Items listed in a dataset

Segment Open

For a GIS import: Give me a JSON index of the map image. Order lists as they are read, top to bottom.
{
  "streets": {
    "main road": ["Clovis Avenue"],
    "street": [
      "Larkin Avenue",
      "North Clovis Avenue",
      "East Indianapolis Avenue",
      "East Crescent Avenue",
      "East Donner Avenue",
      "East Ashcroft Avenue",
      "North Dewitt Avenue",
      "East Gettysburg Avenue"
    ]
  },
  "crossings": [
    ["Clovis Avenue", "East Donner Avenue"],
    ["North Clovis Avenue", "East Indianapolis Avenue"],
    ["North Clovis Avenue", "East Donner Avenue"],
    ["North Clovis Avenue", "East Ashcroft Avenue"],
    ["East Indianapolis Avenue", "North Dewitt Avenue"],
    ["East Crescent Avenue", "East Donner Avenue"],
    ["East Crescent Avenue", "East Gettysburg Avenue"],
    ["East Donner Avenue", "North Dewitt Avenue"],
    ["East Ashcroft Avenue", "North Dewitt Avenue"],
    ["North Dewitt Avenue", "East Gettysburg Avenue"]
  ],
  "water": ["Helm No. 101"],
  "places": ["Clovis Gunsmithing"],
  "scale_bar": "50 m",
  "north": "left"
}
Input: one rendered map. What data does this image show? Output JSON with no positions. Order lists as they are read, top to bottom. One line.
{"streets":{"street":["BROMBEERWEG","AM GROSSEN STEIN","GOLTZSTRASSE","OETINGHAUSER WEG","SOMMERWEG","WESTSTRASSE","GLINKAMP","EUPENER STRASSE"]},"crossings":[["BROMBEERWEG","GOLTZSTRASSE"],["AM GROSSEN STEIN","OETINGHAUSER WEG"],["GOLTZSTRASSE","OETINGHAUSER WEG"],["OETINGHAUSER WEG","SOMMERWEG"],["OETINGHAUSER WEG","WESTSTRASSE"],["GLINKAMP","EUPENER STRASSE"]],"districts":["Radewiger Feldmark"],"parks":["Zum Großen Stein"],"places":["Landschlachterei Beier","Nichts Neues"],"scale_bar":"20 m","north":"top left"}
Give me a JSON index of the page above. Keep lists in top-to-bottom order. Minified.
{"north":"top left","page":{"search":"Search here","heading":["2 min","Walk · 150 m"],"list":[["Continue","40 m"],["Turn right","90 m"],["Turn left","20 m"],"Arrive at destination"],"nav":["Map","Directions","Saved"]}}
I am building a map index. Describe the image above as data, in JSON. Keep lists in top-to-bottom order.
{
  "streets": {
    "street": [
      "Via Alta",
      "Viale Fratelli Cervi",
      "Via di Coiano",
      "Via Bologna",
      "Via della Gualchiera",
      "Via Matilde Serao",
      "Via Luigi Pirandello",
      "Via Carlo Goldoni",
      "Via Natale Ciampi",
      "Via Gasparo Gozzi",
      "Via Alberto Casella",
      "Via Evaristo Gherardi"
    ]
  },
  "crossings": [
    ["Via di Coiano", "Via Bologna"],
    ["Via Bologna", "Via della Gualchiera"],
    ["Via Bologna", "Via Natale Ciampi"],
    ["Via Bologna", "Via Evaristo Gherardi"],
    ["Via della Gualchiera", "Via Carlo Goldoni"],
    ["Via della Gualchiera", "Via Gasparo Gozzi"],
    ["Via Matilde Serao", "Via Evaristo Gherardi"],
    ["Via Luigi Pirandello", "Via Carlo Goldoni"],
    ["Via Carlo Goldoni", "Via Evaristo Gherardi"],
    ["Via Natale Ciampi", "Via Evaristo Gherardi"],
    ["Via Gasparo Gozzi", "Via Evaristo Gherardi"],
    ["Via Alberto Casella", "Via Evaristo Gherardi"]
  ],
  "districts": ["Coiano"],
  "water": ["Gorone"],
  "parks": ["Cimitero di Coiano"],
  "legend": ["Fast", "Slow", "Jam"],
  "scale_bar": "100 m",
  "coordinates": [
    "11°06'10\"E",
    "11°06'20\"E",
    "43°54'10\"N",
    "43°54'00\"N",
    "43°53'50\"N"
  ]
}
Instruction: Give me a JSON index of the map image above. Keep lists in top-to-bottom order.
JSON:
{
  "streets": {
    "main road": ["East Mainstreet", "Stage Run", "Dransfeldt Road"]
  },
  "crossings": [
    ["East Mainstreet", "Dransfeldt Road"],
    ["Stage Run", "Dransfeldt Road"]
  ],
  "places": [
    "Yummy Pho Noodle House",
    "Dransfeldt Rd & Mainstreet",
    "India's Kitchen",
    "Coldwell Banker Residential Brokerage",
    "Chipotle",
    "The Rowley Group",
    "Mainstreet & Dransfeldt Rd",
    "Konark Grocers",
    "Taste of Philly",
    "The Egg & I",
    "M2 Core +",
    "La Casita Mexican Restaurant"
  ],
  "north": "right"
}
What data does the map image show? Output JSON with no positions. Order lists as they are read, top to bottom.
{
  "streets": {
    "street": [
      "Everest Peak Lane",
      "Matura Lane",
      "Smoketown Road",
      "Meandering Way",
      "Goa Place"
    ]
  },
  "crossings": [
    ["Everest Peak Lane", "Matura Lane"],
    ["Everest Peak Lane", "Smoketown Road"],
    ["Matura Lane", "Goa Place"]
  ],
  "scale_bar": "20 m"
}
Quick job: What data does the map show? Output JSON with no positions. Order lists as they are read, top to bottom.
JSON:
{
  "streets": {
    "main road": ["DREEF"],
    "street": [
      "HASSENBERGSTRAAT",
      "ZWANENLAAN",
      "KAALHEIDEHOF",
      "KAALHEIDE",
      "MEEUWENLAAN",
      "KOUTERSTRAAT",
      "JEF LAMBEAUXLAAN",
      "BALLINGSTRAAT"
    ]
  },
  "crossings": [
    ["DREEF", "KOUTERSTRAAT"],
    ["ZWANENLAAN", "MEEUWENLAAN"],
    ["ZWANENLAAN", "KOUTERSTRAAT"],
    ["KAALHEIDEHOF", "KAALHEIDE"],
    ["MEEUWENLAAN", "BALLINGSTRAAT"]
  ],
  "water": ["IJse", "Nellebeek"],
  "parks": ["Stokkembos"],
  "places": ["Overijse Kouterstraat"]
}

Segment Closed

▶ [Instructions for the task] Write out exactly the lines from the one containing "Instruction: Give me" through the end of the data, both included. Add nothing else.

▶ [Completed exercise]
Instruction: Give me a JSON index of the map image above. Keep lists in top-to-bottom order.
JSON:
{
  "streets": {
    "main road": ["East Mainstreet", "Stage Run", "Dransfeldt Road"]
  },
  "crossings": [
    ["East Mainstreet", "Dransfeldt Road"],
    ["Stage Run", "Dransfeldt Road"]
  ],
  "places": [
    "Yummy Pho Noodle House",
    "Dransfeldt Rd & Mainstreet",
    "India's Kitchen",
    "Coldwell Banker Residential Brokerage",
    "Chipotle",
    "The Rowley Group",
    "Mainstreet & Dransfeldt Rd",
    "Konark Grocers",
    "Taste of Philly",
    "The Egg & I",
    "M2 Core +",
    "La Casita Mexican Restaurant"
  ],
  "north": "right"
}
What data does the map image show? Output JSON with no positions. Order lists as they are read, top to bottom.
{
  "streets": {
    "street": [
      "Everest Peak Lane",
      "Matura Lane",
      "Smoketown Road",
      "Meandering Way",
      "Goa Place"
    ]
  },
  "crossings": [
    ["Everest Peak Lane", "Matura Lane"],
    ["Everest Peak Lane", "Smoketown Road"],
    ["Matura Lane", "Goa Place"]
  ],
  "scale_bar": "20 m"
}
Quick job: What data does the map show? Output JSON with no positions. Order lists as they are read, top to bottom.
JSON:
{
  "streets": {
    "main road": ["DREEF"],
    "street": [
      "HASSENBERGSTRAAT",
      "ZWANENLAAN",
      "KAALHEIDEHOF",
      "KAALHEIDE",
      "MEEUWENLAAN",
      "KOUTERSTRAAT",
      "JEF LAMBEAUXLAAN",
      "BALLINGSTRAAT"
    ]
  },
  "crossings": [
    ["DREEF", "KOUTERSTRAAT"],
    ["ZWANENLAAN", "MEEUWENLAAN"],
    ["ZWANENLAAN", "KOUTERSTRAAT"],
    ["KAALHEIDEHOF", "KAALHEIDE"],
    ["MEEUWENLAAN", "BALLINGSTRAAT"]
  ],
  "water": ["IJse", "Nellebeek"],
  "parks": ["Stokkembos"],
  "places": ["Overijse Kouterstraat"]
}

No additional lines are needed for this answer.